The good news is that most of these anomalies affect only spelling (and other
minor issues) and have little impact on the meaning of passages. Due to the
efforts of textual critics we can be confident that we have a version of the
Hebrew text that is generally faithful to the original. Yet the thousands of
orthographic changes that affect the number
and order of characters make any "Code" based on exact
sequences of letters completely void. That Code proponents can find
"hidden messages embedded" in the Hebrew text is not disputed. But
the only possible conclusions are that they exist either due to pure chance or
possibly the Masoretes deliberately
rearranged the letter sequences of the Hebrew text to produce the Code. This
latter possibility is extremely doubtful, as there is no evidence from any of
the Jewish writings of the period to indicate such an effort was undertaken and
it would go against everything for which the Masoretes
stood.
The
problem with Christian "fads" like the Code is that they only serve
to further discredit the cause of Christ and Scripture in the eyes of a lost
world. Many believers hop on such bandwagons because they seem to offer
spectacular evidence for the divine authorship of the Bible. The sensational
always makes for an effective sales tool. Yet the Code should warn us of the
danger of accepting every new fad and idea uncritically. Perhaps this Christian
tendency stems from the subtle evangelical attitude that views Scripture,
spiritual catchphrases, sacraments and church traditions almost as if they were
magical talismans rather than tools to help lead us to truth. That the Code was
not original to the OT text is clear to anyone familiar with the history of the
transmission of the Hebrew text. And one does not need to dig too deeply to
find the relevant information. Sadly, a number of non-believing critics of
Christianity have taken the small amount of time necessary to research this
very same data and have posted papers on the Internet ridiculing the Code, which
are readily available and free. To these critics such "Christian"

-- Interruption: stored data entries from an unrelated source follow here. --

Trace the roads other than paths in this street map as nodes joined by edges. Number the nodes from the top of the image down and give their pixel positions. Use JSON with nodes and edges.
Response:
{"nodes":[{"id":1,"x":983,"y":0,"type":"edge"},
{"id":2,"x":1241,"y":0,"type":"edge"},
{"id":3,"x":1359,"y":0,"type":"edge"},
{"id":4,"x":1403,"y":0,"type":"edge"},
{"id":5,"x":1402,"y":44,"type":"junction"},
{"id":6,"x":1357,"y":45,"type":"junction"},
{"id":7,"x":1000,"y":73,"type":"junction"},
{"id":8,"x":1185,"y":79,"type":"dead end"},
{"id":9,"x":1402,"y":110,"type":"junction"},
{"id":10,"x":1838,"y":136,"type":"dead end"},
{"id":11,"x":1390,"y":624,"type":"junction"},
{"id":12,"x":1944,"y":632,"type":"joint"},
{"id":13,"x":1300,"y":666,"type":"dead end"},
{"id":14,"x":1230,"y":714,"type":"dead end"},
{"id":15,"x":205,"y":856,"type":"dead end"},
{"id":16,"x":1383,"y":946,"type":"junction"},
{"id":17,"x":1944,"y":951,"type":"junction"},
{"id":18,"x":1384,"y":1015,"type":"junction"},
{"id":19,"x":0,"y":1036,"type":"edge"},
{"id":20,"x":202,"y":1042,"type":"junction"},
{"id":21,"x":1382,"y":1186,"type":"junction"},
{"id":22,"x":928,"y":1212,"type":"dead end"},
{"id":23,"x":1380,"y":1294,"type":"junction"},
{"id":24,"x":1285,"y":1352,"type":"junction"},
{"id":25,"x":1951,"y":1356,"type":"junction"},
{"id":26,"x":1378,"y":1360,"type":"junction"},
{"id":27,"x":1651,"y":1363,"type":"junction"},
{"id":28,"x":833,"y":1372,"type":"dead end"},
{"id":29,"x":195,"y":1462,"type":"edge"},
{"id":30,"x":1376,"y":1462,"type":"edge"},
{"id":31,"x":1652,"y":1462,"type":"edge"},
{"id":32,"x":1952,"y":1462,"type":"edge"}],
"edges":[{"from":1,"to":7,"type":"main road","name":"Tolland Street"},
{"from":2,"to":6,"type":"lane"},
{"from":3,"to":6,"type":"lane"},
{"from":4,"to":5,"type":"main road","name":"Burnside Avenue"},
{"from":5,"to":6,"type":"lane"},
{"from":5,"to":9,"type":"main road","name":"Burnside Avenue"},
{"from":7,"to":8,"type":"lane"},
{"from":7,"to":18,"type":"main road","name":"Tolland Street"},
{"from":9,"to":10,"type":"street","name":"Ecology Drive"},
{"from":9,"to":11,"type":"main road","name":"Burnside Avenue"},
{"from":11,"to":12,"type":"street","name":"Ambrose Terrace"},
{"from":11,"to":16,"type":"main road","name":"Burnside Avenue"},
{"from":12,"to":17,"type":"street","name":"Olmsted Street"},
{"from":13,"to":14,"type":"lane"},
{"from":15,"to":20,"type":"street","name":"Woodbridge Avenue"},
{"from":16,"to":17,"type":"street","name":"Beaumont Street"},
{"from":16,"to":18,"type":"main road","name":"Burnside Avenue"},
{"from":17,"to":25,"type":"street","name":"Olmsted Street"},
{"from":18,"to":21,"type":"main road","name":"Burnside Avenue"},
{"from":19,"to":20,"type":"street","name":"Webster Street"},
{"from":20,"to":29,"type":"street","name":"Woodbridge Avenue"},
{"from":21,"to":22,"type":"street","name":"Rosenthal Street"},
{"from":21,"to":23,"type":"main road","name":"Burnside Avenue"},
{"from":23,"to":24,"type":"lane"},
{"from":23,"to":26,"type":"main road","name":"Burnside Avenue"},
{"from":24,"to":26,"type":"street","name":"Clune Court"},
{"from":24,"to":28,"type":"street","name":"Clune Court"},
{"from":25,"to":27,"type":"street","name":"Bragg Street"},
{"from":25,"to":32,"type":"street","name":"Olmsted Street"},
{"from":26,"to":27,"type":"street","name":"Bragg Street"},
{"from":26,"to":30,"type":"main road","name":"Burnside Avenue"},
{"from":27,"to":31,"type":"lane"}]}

fads only substantiate their view that believers are gullible fools easily
taken in by fantasies and myths.
Rather
than pursuing serious study and unbiased inquiry of Scripture we have many
Christians using their computers today to find the "deeper, hidden
messages" buried behind the plain text of Scripture. As Allon Maxwell has
so aptly put it, many believers are using their computers "for a form of
divination" (Allon Maxwell, Bible Digest,
92, February 1999). The human desire to find easy answers and short cuts is as
understandable as the appeal of the sensational, but when it comes to the study
of Scripture there is no substitute for serious individual research. Unfortunately, the desire to
"search Scriptures daily to see if these things be so" scarcely
exists in the Body of Christ, at least in North America.